戸田 恵

 ◆【村人】B 戸田恵



「【村人】B、かあ」


 枕の下にあった封筒に入っていた紙の1番上に書いてあった役職名を見て、ホッとしたようにそう吐き出す。

 自分――戸田恵は、目立ちたくなかった。

 世の中、目立つことで役に立つ方が少ない。

 異物は排除し、同調を好んで、影に隠れる。

 日本人にありがちなその傾向を色濃くした自分は、一際普通が好きだったし、望んでいた。

 しかし、自分は明らかに普通ではない。

 それは先の客観視を自覚していても、止められない趣味があるからだ。

 ――化粧。

 それが自分の趣味で、異常さがひときわ目立つ原因だった。

 化粧と一口に言っても多種多様あり、自分に語らせれば1晩どころではない。それほどに、今や自分と化粧は深く結びついており、語ると友人は大抵引く。それでも止められない。

 だがそれ以外は至って平凡であると思うし、成績も身体能力もそんなに高くない。身長は低めであるが、特に不自由したことはないので気にしてはいないし、友人も少なからずいる。もっとも、その友人からはからかわれることが多いのだが。

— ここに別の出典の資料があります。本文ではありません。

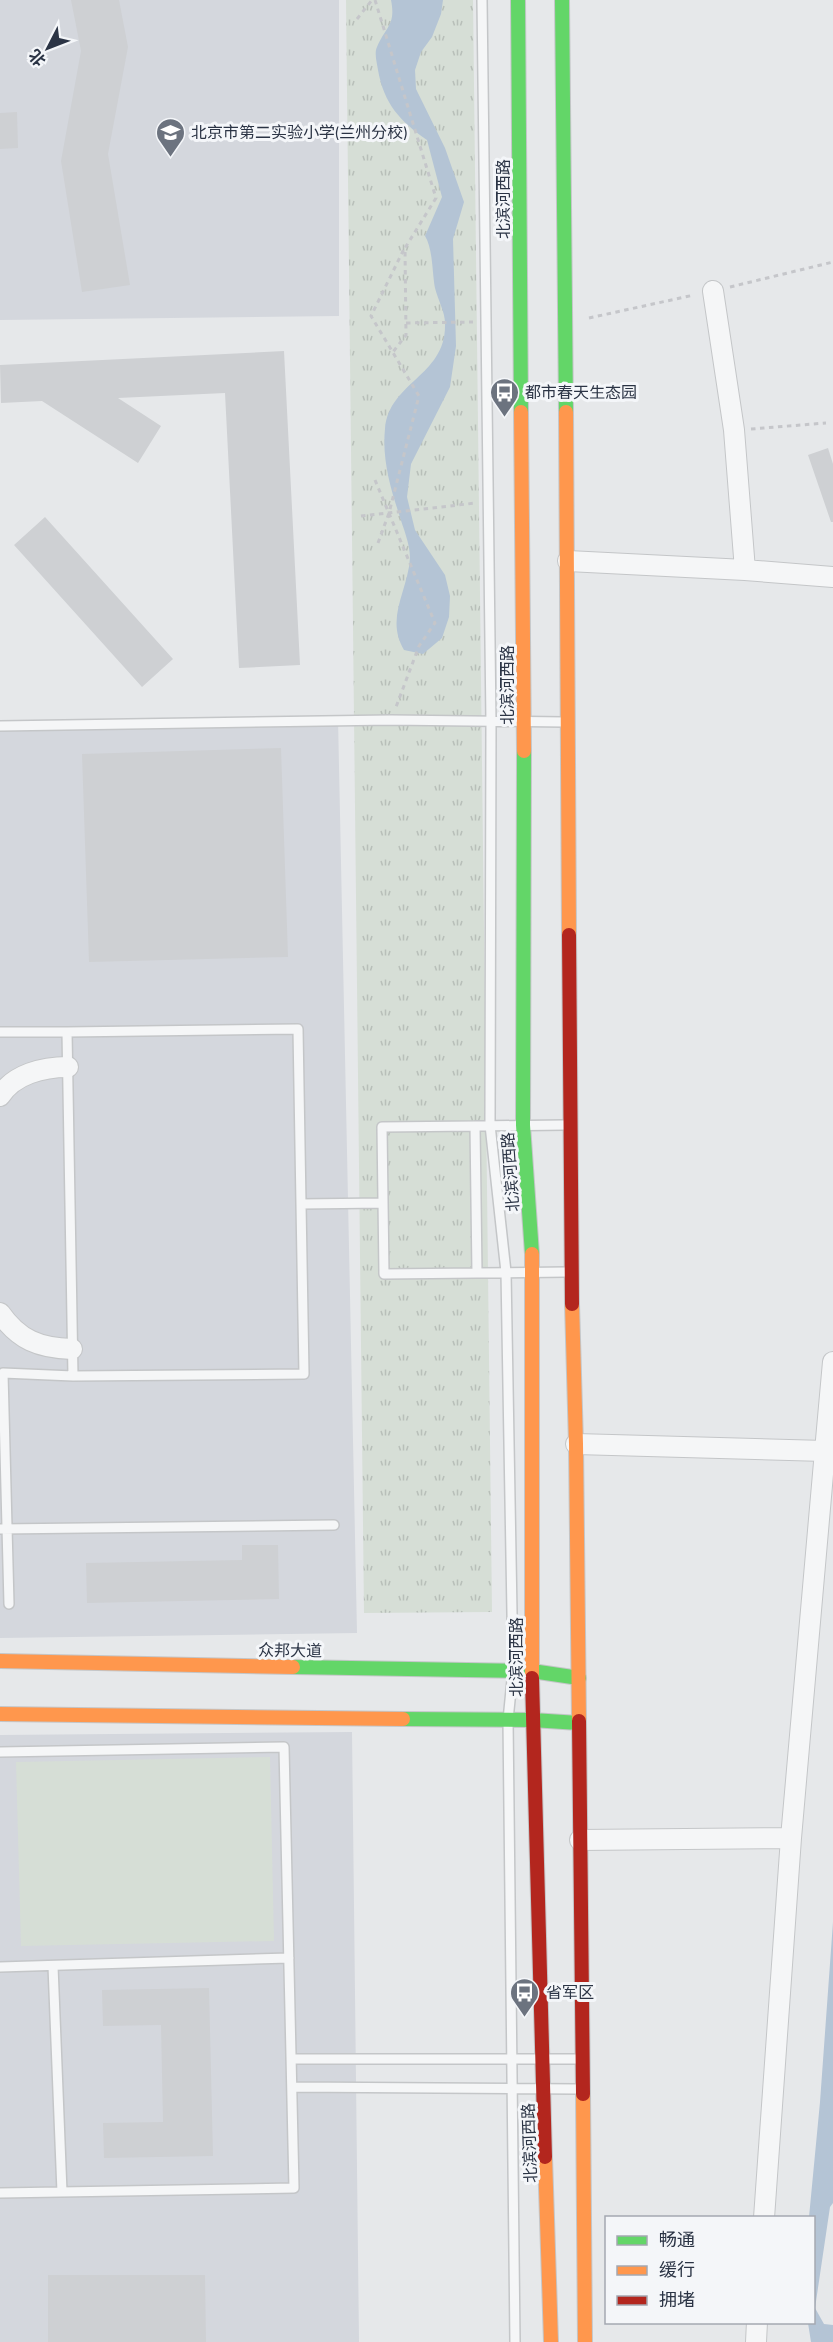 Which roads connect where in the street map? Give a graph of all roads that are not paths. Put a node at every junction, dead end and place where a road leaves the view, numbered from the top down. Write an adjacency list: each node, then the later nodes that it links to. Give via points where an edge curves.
1 (482, 0): 8 (lane)
2 (518, 0): 9 (main road, 北滨河西路)
3 (562, 0): 5 (main road)
4 (713, 291): 6 (street, via 734,430)
5 (568, 561): 6 (street); 10 (main road)
6 (745, 570): 7 (street)
7 (833, 577)
8 (491, 722): 9 (lane); 11 (lane); 16 (lane)
9 (524, 722): 10 (lane); 17 (main road, 北滨河西路)
10 (570, 722): 18 (main road)
11 (0, 726)
12 (0, 1032): 13 (lane)
13 (67, 1032): 14 (lane); 21 (lane, via 298,1029)
14 (68, 1067): 15 (street, via 27,1073); 27 (lane)
15 (0, 1096)
16 (490, 1125): 17 (lane); 19 (lane); 22 (lane)
17 (523, 1125): 18 (lane); 23 (main road, 北滨河西路)
18 (569, 1125): 24 (main road)
19 (475, 1126): 20 (lane, via 382,1126); 25 (lane)
20 (383, 1203): 21 (lane); 25 (lane, via 384,1274)
21 (301, 1204): 29 (lane, via 304,1374)
22 (506, 1272): 23 (lane); 25 (lane); 36 (lane)
23 (533, 1272): 24 (lane); 37 (main road, 北滨河西路)
24 (571, 1272): 30 (main road)
25 (477, 1273)
26 (0, 1313): 27 (street, via 11,1329 35,1344)
27 (72, 1349): 29 (lane)
28 (833, 1362): 31 (street)
29 (73, 1376): 33 (lane, via 3,1373)
30 (576, 1444): 31 (street); 38 (main road)
31 (825, 1451): 44 (street)
32 (334, 1525): 33 (lane)
33 (3, 1529): 34 (lane)
34 (9, 1604)
35 (0, 1661): 36 (main road, 众邦大道)
36 (513, 1670): 37 (main road, 众邦大道); 40 (lane)
37 (532, 1671): 38 (main road, 众邦大道); 41 (main road, 北滨河西路)
38 (579, 1678): 42 (main road)
39 (0, 1714): 40 (main road)
40 (508, 1720): 41 (main road); 51 (lane)
41 (532, 1720): 42 (main road); 50 (main road, 北滨河西路)
42 (579, 1723): 45 (main road)
43 (0, 1752): 46 (lane, via 284,1747)
44 (791, 1838): 45 (street); 59 (street)
45 (580, 1840): 52 (main road)
46 (289, 1958): 47 (lane); 49 (lane)
47 (53, 1966): 48 (lane); 57 (lane)
48 (0, 1967)
49 (291, 2059): 51 (lane); 53 (lane)
50 (542, 2059): 51 (lane); 52 (lane); 55 (main road, 北滨河西路)
51 (513, 2060): 54 (lane)
52 (582, 2060): 56 (main road)
53 (292, 2087): 54 (lane); 57 (lane, via 294,2187)
54 (514, 2089): 55 (lane); 61 (lane)
55 (543, 2089): 56 (lane); 62 (main road, 北滨河西路)
56 (583, 2089): 63 (main road)
57 (62, 2192): 58 (lane)
58 (0, 2193)
59 (764, 2216)
60 (757, 2324): 64 (street)
61 (515, 2342)
62 (551, 2342)
63 (585, 2342)
64 (756, 2342)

(……そういえば、自分が化粧にはまったきっかけって何だったっけ?)


 ふと、過去に思いを馳せる。


 思い着いたのは、小学二年生の頃。

 あの頃、自分で言うのも何だが、大人しい子であった。

 故に、よく男の子からいじめられた。今考えるとからかわれただけなのかもしれないけれど。そして女の子からは、いじられた、といった表現が正しい扱いだった。

 そんなある日。

 母親が出かけている間に、ふと化粧台にある口紅を手に取ってみた。

 理由はない。

 何となく、母親が長時間掛けて何かやっているあるな、という程度の好奇心によって手に取っただけだった。

 しかし、その手に納まった瞬間、自分の中で何かが弾けた。

 そこにあった見も知らぬ用品の使い方が頭の中に流れ込み、手順、分量、用法――何一つ迷わず、手を動かしていった。

 そして数分後。

 帰宅した母親は自分を見て、真っ先にこう悲鳴を上げた。


「――凄いじゃない!」


 とても嬉しそうだった。

 自分も嬉しくなった。

 それから、自分が化粧をするたびに母親が喜んでくれるのが嬉しくて、続けていった。

 いつしか、それは自分の喜びになった。

 誕生日も、クリスマスプレゼントも、お年玉の使い道も、全て化粧品に使った。

 異常だと言う人もいたが、誰にも迷惑を掛けていないし、好きなものだからしょうがない、と自分に言い聞かせてきた。

 そして、今に至っている。

 まあ、結局の所、自分を表す表現は次の一文で表現できる。


 ――目立つのは嫌いだが、目立つ趣味は止められない。


 そんな矛盾を抱えた、ただの我儘な人間なのだ。


「……さて、と」


 無為な思考も程々にして切り替え、再び紙に目を落とす。


「あれ?」


 そこで、取り出した紙が2枚に重なっていることに気が付く。

 引き出して、中身を確認する。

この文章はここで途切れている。